The modeling of wage-price dynamics in this paper is taken from Blanchard (1986), where monopolistically competitive firms and workers face each other in the labor and product market. In addition to Blanchard (1986), this paper’s model adds an intertemporal margin for the worker, given the centrality of dynamic considerations in the analysis of the liquidity trap.

In terms of the labor-market friction, the insider-outsider theory of the labor market is the intellectual ground on which I draw a link between an increasingly dual labor market and the deterioration of workers’ bargaining power. According to this literature, workers’ market power depends on the employer incurring costs to substitute them. If it is easier for employers to hire workers on temporary contracts, the bargaining power of the marginal worker decreases. A comprehensive survey is offered in Lindbeck and Snower (2002).

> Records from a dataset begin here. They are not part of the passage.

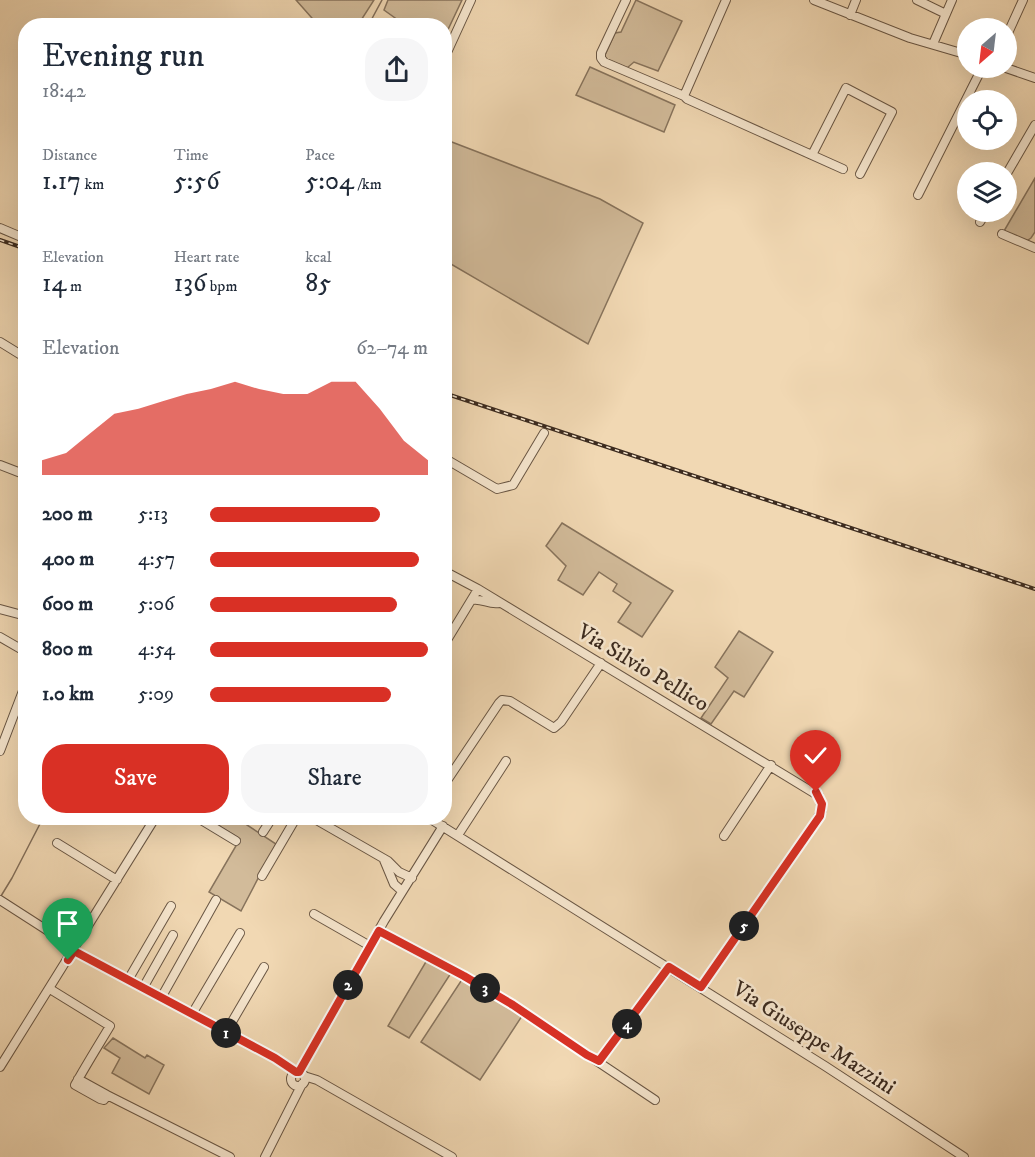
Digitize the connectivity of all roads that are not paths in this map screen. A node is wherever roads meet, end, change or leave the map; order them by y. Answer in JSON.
{"nodes":[{"id":1,"x":471,"y":0,"type":"edge"},
{"id":2,"x":626,"y":0,"type":"edge"},
{"id":3,"x":726,"y":0,"type":"edge"},
{"id":4,"x":814,"y":0,"type":"edge"},
{"id":5,"x":856,"y":0,"type":"edge"},
{"id":6,"x":916,"y":0,"type":"edge"},
{"id":7,"x":952,"y":0,"type":"edge"},
{"id":8,"x":1023,"y":0,"type":"edge"},
{"id":9,"x":946,"y":14,"type":"junction"},
{"id":10,"x":850,"y":15,"type":"junction"},
{"id":11,"x":1015,"y":18,"type":"edge"},
{"id":12,"x":452,"y":42,"type":"edge"},
{"id":13,"x":933,"y":44,"type":"junction"},
{"id":14,"x":957,"y":52,"type":"edge"},
{"id":15,"x":1017,"y":72,"type":"edge"},
{"id":16,"x":977,"y":78,"type":"edge"},
{"id":17,"x":1035,"y":78,"type":"edge"},
{"id":18,"x":684,"y":96,"type":"junction"},
{"id":19,"x":1035,"y":125,"type":"edge"},
{"id":20,"x":812,"y":155,"type":"junction"},
{"id":21,"x":1014,"y":162,"type":"edge"},
{"id":22,"x":843,"y":169,"type":"dead end"},
{"id":23,"x":860,"y":174,"type":"dead end"},
{"id":24,"x":918,"y":195,"type":"dead end"},
{"id":25,"x":0,"y":228,"type":"edge"},
{"id":26,"x":1002,"y":234,"type":"dead end"},
{"id":27,"x":18,"y":236,"type":"edge"},
{"id":28,"x":1034,"y":246,"type":"edge"},
{"id":29,"x":0,"y":342,"type":"edge"},
{"id":30,"x":18,"y":353,"type":"edge"},
{"id":31,"x":544,"y":433,"type":"dead end"},
{"id":32,"x":452,"y":463,"type":"edge"},
{"id":33,"x":0,"y":465,"type":"edge"},
{"id":34,"x":18,"y":472,"type":"edge"},
{"id":35,"x":452,"y":575,"type":"edge"},
{"id":36,"x":478,"y":589,"type":"junction"},
{"id":37,"x":471,"y":600,"type":"junction"},
{"id":38,"x":500,"y":603,"type":"junction"},
{"id":39,"x":0,"y":609,"type":"edge"},
{"id":40,"x":18,"y":614,"type":"edge"},
{"id":41,"x":452,"y":632,"type":"edge"},
{"id":42,"x":0,"y":637,"type":"edge"},
{"id":43,"x":18,"y":647,"type":"edge"},
{"id":44,"x":601,"y":663,"type":"junction"},
{"id":45,"x":18,"y":704,"type":"edge"},
{"id":46,"x":0,"y":752,"type":"edge"},
{"id":47,"x":506,"y":761,"type":"dead end"},
{"id":48,"x":771,"y":765,"type":"junction"},
{"id":49,"x":452,"y":773,"type":"edge"},
{"id":50,"x":151,"y":825,"type":"edge"},
{"id":51,"x":210,"y":825,"type":"edge"},
{"id":52,"x":268,"y":825,"type":"edge"},
{"id":53,"x":292,"y":825,"type":"edge"},
{"id":54,"x":325,"y":825,"type":"edge"},
{"id":55,"x":443,"y":826,"type":"joint"},
{"id":56,"x":263,"y":832,"type":"dead end"},
{"id":57,"x":458,"y":835,"type":"junction"},
{"id":58,"x":724,"y":836,"type":"dead end"},
{"id":59,"x":236,"y":841,"type":"dead end"},
{"id":60,"x":57,"y":843,"type":"dead end"},
{"id":61,"x":383,"y":859,"type":"junction"},
{"id":62,"x":262,"y":876,"type":"dead end"},
{"id":63,"x":412,"y":878,"type":"junction"},
{"id":64,"x":117,"y":880,"type":"junction"},
{"id":65,"x":402,"y":891,"type":"junction"},
{"id":66,"x":0,"y":900,"type":"edge"},
{"id":67,"x":216,"y":900,"type":"dead end"},
{"id":68,"x":171,"y":906,"type":"dead end"},
{"id":69,"x":314,"y":914,"type":"dead end"},
{"id":70,"x":379,"y":931,"type":"junction"},
{"id":71,"x":240,"y":933,"type":"dead end"},
{"id":72,"x":173,"y":935,"type":"dead end"},
{"id":73,"x":370,"y":946,"type":"junction"},
{"id":74,"x":74,"y":951,"type":"junction"},
{"id":75,"x":669,"y":967,"type":"junction"},
{"id":76,"x":264,"y":968,"type":"dead end"},
{"id":77,"x":128,"y":980,"type":"junction"},
{"id":78,"x":701,"y":987,"type":"junction"},
{"id":79,"x":143,"y":988,"type":"junction"},
{"id":80,"x":50,"y":989,"type":"junction"},
{"id":81,"x":161,"y":998,"type":"junction"},
{"id":82,"x":192,"y":1014,"type":"junction"},
{"id":83,"x":226,"y":1032,"type":"junction"},
{"id":84,"x":599,"y":1061,"type":"junction"},
{"id":85,"x":0,"y":1067,"type":"edge"},
{"id":86,"x":299,"y":1077,"type":"junction"},
{"id":87,"x":656,"y":1100,"type":"dead end"},
{"id":88,"x":230,"y":1157,"type":"edge"},
{"id":89,"x":265,"y":1157,"type":"edge"},
{"id":90,"x":452,"y":1157,"type":"edge"},
{"id":91,"x":964,"y":1157,"type":"edge"}],
"edges":[{"from":1,"to":12,"type":"street"},
{"from":2,"to":18,"type":"street"},
{"from":3,"to":18,"type":"street"},
{"from":4,"to":10,"type":"street"},
{"from":5,"to":10,"type":"street"},
{"from":6,"to":9,"type":"street"},
{"from":7,"to":9,"type":"street"},
{"from":8,"to":11,"type":"street"},
{"from":9,"to":13,"type":"street"},
{"from":10,"to":13,"type":"street"},
{"from":13,"to":14,"type":"street"},
{"from":15,"to":17,"type":"street"},
{"from":16,"to":24,"type":"street"},
{"from":18,"to":20,"type":"street"},
{"from":19,"to":21,"type":"street"},
{"from":20,"to":22,"type":"street"},
{"from":20,"to":23,"type":"street"},
{"from":25,"to":27,"type":"street"},
{"from":26,"to":28,"type":"street"},
{"from":29,"to":30,"type":"street"},
{"from":31,"to":32,"type":"street"},
{"from":33,"to":34,"type":"street"},
{"from":35,"to":36,"type":"street","name":"Via Silvio Pellico"},
{"from":36,"to":37,"type":"street"},
{"from":36,"to":38,"type":"street","name":"Via Silvio Pellico"},
{"from":37,"to":38,"type":"street"},
{"from":37,"to":41,"type":"street"},
{"from":38,"to":44,"type":"street","name":"Via Silvio Pellico"},
{"from":39,"to":40,"type":"street"},
{"from":42,"to":43,"type":"street"},
{"from":44,"to":48,"type":"street","name":"Via Silvio Pellico"},
{"from":44,"to":49,"type":"street"},
{"from":45,"to":46,"type":"street"},
{"from":47,"to":57,"type":"street"},
{"from":48,"to":58,"type":"street"},
{"from":48,"to":78,"type":"street","name":"Via Silvio Pellico"},
{"from":50,"to":64,"type":"street"},
{"from":51,"to":59,"type":"street"},
{"from":52,"to":56,"type":"street"},
{"from":53,"to":62,"type":"street"},
{"from":54,"to":61,"type":"street"},
{"from":55,"to":57,"type":"street","name":"Via Giuseppe Mazzini"},
{"from":55,"to":63,"type":"street"},
{"from":57,"to":75,"type":"street","name":"Via Giuseppe Mazzini"},
{"from":60,"to":64,"type":"street"},
{"from":61,"to":63,"type":"street"},
{"from":61,"to":65,"type":"street"},
{"from":63,"to":65,"type":"street"},
{"from":64,"to":74,"type":"street"},
{"from":65,"to":70,"type":"street"},
{"from":66,"to":74,"type":"street"},
{"from":67,"to":81,"type":"street"},
{"from":68,"to":77,"type":"street"},
{"from":69,"to":73,"type":"street"},
{"from":70,"to":73,"type":"street"},
{"from":70,"to":84,"type":"street"},
{"from":71,"to":82,"type":"street"},
{"from":72,"to":79,"type":"street"},
{"from":73,"to":86,"type":"street"},
{"from":74,"to":77,"type":"street"},
{"from":74,"to":80,"type":"street"},
{"from":75,"to":78,"type":"street","name":"Via Giuseppe Mazzini"},
{"from":75,"to":84,"type":"street"},
{"from":76,"to":83,"type":"street"},
{"from":77,"to":79,"type":"street"},
{"from":78,"to":91,"type":"street","name":"Via Giuseppe Mazzini"},
{"from":79,"to":81,"type":"street"},
{"from":80,"to":85,"type":"street"},
{"from":80,"to":88,"type":"street"},
{"from":81,"to":82,"type":"street"},
{"from":82,"to":83,"type":"street"},
{"from":83,"to":86,"type":"street"},
{"from":84,"to":87,"type":"street"},
{"from":86,"to":89,"type":"street"},
{"from":86,"to":90,"type":"street"}]}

Blanchard and Summers (1987) build on the insider-outsider theory of the labor market to develop an influential framework where equilibrium employment depends on current employment, because real wages are bargained primarily with an eye to the interests of incumbent workers. Their model is fundamentally different from this paper’s in that it assumes away labor-market duality. Specifically, the bargaining power of labor-market outsiders does not matter for firms’ pricing decisions because outsiders are outright unemployed, unlike in this paper in which outsiders are employed, just with fewer protections. If labor-market outsiders are defined as unemployed rather than as second-tier workers, they clearly do not affect firms’ marginal costs.

The model’s product-market friction draws on agency theory. Jensen (1986) is the seminal paper on empire-building behavior by managers. It argues that, since firm growth increases managers’ power by increasing the resources under their control, managers have incentives to grow their firms beyond the optimal size. The link between better corporate governance and profit maximization is empirically confirmed by Brown and Caylor (2006), who find that firms with better governance quality are more profitable and more valuable.

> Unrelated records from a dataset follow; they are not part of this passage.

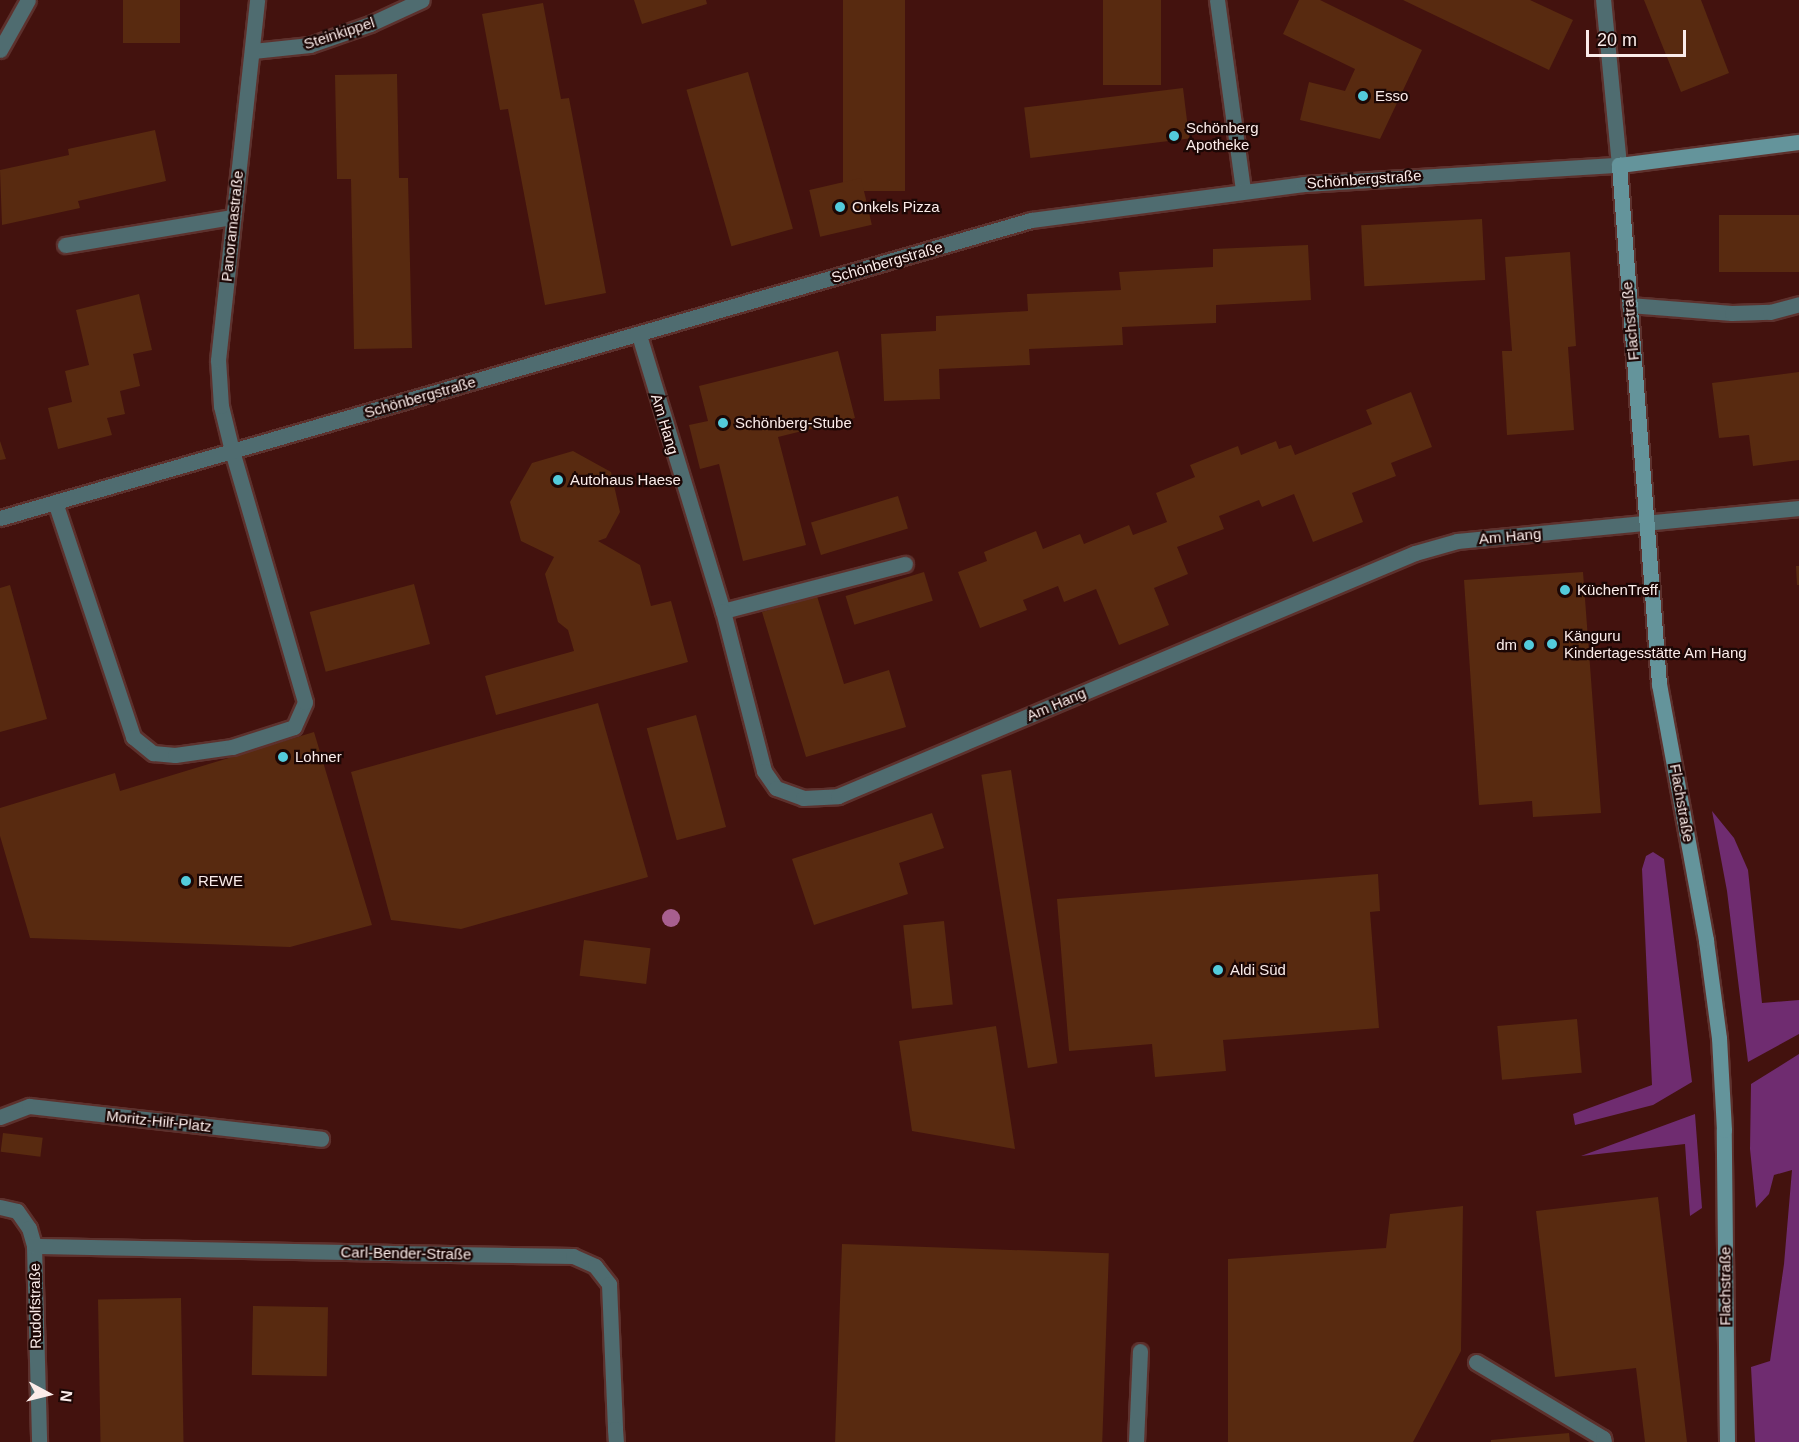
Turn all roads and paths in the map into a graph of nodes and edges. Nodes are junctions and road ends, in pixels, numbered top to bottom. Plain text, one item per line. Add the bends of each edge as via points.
1 (28, 0) edge
2 (257, 0) edge
3 (422, 0) edge
4 (1217, 0) edge
5 (1603, 0) edge
6 (0, 50) edge
7 (253, 51) junction
8 (1799, 142) edge
9 (1619, 165) junction
10 (1243, 190) junction
11 (233, 217) junction
12 (64, 245) dead end
13 (1799, 304) edge
14 (1629, 305) junction
15 (639, 335) junction
16 (232, 451) junction
17 (55, 502) junction
18 (1799, 508) edge
19 (0, 518) edge
20 (1644, 524) junction
21 (904, 564) dead end
22 (723, 611) junction
23 (0, 1117) edge
24 (321, 1139) dead end
25 (0, 1206) edge
26 (34, 1246) junction
27 (1140, 1351) dead end
28 (1476, 1362) dead end
29 (615, 1435) edge
30 (39, 1442) edge
31 (1136, 1442) edge
32 (1604, 1442) edge
33 (1727, 1442) edge

1 - 6 street
2 - 7 street, Panoramastraße
3 - 7 street, Steinkippel via 310,45
4 - 10 street
5 - 9 street
7 - 11 street, Panoramastraße
8 - 9 street, Schönbergstraße
9 - 10 street, Schönbergstraße via 1434,174
9 - 14 street, Flachstraße
10 - 15 street, Schönbergstraße via 1031,220
11 - 12 street
11 - 16 street, Panoramastraße via 218,360 221,406
13 - 14 street via 1770,312 1732,313
14 - 20 street, Flachstraße
15 - 16 street, Schönbergstraße
15 - 22 street, Am Hang
16 - 17 street, Schönbergstraße
16 - 17 street, Panoramastraße via 305,702 294,726 232,747 153,753 133,736
17 - 19 street, Schönbergstraße
18 - 20 street, Am Hang
20 - 22 street, Am Hang via 1457,541 1415,553 838,796 816,800 788,795 776,788 764,771
20 - 33 street, Flachstraße via 1659,684 1699,896 1719,1038 1724,1130
21 - 22 street
23 - 24 street, Moritz-Hilf-Platz via 28,1106
25 - 26 street, Rudolfstraße via 17,1211 29,1228
26 - 29 street, Carl-Bender-Straße via 573,1256 596,1266 609,1284
26 - 30 street, Rudolfstraße
27 - 31 street
28 - 32 street via 1603,1437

III. Key Characteristics of Japan’s Labor and Product Markets

A. Japan’s Labor Market

In this subsection, I focus on facts that motivate the model’s key assumption that workers’ bargaining power is not constant over time but subject to significant shocks. Of course, bargaining power is unobservable, but I think there is evidence for its decline in Japan over the last three decades.

Figure 1 shows the empirical relationship between labor productivity growth and real compensation growth for G7 countries from the Japanese financial crisis of 1991 to 20142. Japan stands out because over the last two and a half decades productivity improvements did not lead to increases in real wages. There is some evidence of this phenomenon in Italy and more recently also in Germany. See appendix 2 for figures 5 and 6 showing the same cross-country comparison respectively for the period from 1992 to 2007 and from 1999, the year when the Bank of Japan lowered its nominal interest rate to zero for the first time, to 2007.

Figure 1:
Figure 1:

Real wages decoupled from productivity.

Citation: IMF Working Papers 2016, 020; 10.5089/9781498316637.001.A001

Source: OECD, IMF staff calculations.

This paper explains this empirical fact by pointing out that Japan, unlike the other countries considered, has had its policy interest rate against the lower bound for most of this period. As a consequence, the Bank of Japan has been unable to offset adverse wage-price dynamics due to the deterioration in workers’ bargaining power.

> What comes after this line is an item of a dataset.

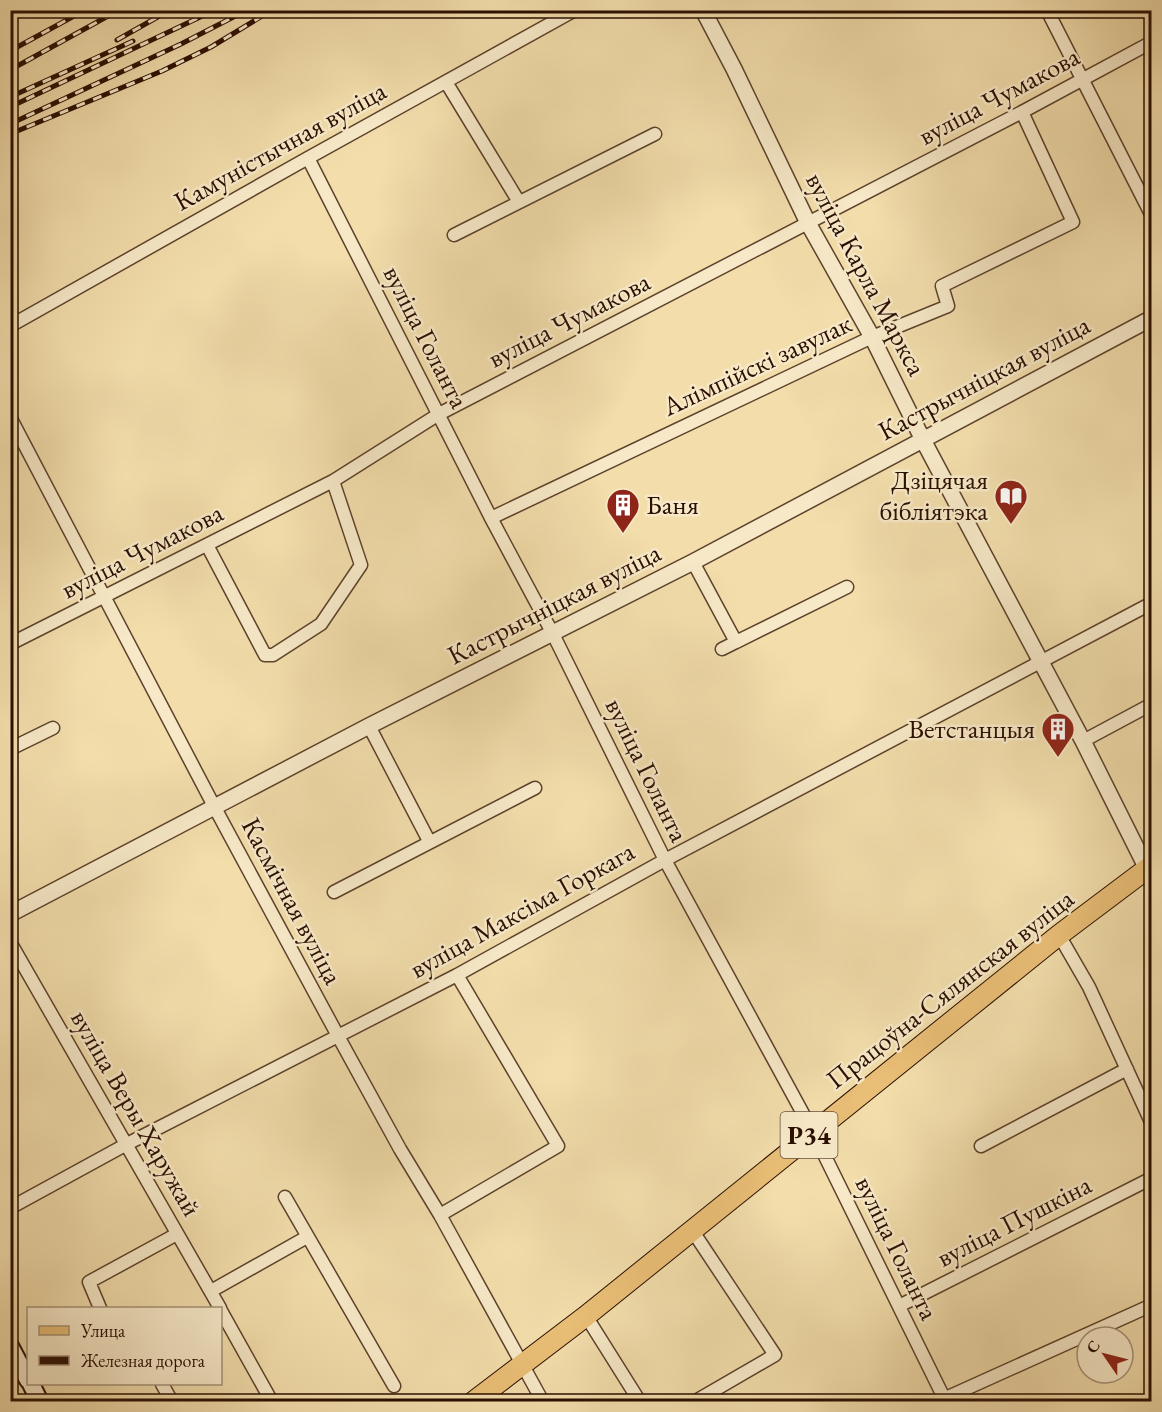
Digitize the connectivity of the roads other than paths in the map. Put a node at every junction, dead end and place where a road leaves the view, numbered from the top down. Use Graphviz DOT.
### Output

On unemployment Japan fares well by international comparison. The unemployment rate has ranged between 3 percent and 5 percent from the 1980s until the 2000s, despite the severe economic contraction following the bursting of the bubble in the early 1990s. In the last five years the unemployment rate has returned to the lower end of the range at 3.5 percent in 2015. Noticeably, the average figure hides some intergenerational inequality in that youth unemployment (i.e. 15 to 34 years cohort) has risen faster in the last three decades going from 3 percent in the 1980s to around 5 percent in 2015, with a maximum of 7 percent in the 1990s. Overall joblessness is remarkably low compared with other advanced economies. Even in the wake of the most recent global financial crisis, it increased by only a modest 1 percentage point, compared with increases of about 5 percentage points in the USA and 2 percentage points in the UK. More recently, in some sectors of the economy there have even been signs of substantial labor shortages.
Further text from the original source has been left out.